Stored data:
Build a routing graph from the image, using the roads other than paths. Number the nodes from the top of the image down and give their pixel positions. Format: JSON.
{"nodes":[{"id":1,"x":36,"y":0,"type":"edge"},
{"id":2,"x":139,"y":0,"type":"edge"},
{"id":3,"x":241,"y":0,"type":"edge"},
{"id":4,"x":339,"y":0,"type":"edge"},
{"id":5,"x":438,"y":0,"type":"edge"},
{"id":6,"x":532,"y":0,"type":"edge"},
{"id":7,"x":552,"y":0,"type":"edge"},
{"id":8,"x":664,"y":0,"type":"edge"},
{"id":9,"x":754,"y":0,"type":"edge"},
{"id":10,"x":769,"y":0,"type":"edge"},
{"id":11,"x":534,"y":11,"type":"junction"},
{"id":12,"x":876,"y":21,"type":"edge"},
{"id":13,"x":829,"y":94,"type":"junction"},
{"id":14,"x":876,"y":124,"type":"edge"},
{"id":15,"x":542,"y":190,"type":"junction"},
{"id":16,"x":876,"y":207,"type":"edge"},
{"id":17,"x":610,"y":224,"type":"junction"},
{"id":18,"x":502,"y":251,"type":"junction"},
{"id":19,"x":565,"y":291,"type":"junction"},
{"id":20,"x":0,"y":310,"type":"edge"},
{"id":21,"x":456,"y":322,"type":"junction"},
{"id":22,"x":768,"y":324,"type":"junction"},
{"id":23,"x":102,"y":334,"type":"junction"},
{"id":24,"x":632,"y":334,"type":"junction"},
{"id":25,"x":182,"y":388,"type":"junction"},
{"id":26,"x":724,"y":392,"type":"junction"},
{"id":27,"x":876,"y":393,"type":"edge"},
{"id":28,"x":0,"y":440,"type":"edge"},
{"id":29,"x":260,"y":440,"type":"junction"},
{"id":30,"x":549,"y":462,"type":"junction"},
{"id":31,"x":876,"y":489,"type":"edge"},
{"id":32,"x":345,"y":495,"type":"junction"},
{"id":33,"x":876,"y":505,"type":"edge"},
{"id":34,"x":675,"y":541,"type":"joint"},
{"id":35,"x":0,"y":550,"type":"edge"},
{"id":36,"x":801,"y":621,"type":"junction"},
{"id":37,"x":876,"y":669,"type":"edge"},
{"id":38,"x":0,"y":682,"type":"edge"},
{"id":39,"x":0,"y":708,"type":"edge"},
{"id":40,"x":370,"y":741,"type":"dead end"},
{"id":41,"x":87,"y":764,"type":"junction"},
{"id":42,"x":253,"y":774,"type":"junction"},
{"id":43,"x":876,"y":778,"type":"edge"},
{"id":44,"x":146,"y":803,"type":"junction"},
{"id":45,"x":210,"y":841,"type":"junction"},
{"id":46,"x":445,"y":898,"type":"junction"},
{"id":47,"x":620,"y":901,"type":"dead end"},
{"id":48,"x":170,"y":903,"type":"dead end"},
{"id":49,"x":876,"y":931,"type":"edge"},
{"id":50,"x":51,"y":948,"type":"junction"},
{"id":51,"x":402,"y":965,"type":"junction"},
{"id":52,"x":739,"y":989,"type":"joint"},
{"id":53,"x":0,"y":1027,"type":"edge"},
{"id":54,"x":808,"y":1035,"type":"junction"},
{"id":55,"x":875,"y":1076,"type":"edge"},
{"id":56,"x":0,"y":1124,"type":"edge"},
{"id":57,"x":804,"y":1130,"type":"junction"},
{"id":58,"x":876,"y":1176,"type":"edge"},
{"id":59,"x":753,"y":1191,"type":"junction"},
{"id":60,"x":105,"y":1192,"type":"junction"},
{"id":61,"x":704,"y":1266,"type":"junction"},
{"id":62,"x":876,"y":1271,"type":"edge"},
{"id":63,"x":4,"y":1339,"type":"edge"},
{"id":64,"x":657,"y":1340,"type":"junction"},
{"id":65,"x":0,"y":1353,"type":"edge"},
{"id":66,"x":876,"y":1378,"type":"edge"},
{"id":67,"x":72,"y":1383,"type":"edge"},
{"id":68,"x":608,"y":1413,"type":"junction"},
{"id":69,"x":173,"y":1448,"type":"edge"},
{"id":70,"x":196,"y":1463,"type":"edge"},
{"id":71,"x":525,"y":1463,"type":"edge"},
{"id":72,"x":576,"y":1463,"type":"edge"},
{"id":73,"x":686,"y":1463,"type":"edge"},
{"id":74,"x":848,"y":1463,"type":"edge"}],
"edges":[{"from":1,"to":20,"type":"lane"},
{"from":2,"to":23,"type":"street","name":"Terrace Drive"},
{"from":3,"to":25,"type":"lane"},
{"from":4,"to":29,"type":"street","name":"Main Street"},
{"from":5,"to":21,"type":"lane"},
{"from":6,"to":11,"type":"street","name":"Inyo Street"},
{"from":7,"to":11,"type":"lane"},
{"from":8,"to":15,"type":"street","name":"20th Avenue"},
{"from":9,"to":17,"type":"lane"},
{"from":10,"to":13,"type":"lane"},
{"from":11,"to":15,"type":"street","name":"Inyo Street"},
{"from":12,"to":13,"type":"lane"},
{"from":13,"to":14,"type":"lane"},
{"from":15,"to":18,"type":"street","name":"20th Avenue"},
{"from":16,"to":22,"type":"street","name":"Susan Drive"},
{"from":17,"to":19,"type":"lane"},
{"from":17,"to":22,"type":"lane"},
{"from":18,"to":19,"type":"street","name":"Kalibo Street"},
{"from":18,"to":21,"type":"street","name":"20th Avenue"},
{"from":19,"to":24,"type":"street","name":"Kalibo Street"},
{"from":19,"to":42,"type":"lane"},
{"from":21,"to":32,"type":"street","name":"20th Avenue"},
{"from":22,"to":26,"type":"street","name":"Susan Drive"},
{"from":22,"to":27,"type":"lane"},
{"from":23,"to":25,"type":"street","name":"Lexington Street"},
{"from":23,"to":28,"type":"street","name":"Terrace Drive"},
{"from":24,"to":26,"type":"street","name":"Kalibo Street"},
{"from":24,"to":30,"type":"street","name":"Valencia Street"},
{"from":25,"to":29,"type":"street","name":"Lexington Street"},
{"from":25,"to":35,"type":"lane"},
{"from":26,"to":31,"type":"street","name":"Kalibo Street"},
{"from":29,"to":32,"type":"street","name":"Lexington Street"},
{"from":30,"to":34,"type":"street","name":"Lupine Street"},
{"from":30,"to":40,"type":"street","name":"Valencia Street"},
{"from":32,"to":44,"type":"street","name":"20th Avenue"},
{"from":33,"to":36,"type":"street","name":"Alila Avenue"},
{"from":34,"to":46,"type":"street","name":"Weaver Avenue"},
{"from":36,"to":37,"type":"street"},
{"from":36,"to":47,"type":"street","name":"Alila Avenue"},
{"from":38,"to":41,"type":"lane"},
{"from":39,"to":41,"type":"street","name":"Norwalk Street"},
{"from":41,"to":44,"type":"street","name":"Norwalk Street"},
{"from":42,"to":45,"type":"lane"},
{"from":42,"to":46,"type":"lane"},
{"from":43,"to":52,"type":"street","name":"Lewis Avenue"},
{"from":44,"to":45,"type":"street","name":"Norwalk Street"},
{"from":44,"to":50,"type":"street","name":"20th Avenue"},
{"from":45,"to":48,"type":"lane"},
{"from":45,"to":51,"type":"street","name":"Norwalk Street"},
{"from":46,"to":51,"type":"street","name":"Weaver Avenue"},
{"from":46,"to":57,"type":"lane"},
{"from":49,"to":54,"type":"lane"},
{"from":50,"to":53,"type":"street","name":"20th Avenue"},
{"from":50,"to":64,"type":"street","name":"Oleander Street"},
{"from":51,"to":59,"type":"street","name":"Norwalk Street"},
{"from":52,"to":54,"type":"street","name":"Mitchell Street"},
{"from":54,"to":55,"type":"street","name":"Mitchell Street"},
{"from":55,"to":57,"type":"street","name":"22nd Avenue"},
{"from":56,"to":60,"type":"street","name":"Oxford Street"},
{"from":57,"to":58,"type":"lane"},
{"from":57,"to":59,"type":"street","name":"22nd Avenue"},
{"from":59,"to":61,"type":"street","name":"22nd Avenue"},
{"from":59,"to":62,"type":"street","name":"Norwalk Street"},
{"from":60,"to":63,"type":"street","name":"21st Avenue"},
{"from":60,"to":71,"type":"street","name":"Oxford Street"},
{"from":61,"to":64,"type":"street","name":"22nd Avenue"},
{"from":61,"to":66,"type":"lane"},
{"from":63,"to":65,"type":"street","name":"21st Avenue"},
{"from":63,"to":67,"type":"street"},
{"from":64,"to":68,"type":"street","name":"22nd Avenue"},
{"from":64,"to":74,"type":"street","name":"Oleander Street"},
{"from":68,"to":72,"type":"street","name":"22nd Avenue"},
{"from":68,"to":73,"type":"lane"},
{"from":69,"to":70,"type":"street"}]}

#### [Try it]
Nothing but a number is expected here: how many lines above include the string "Terrace".

#### [Output for this exercise]
2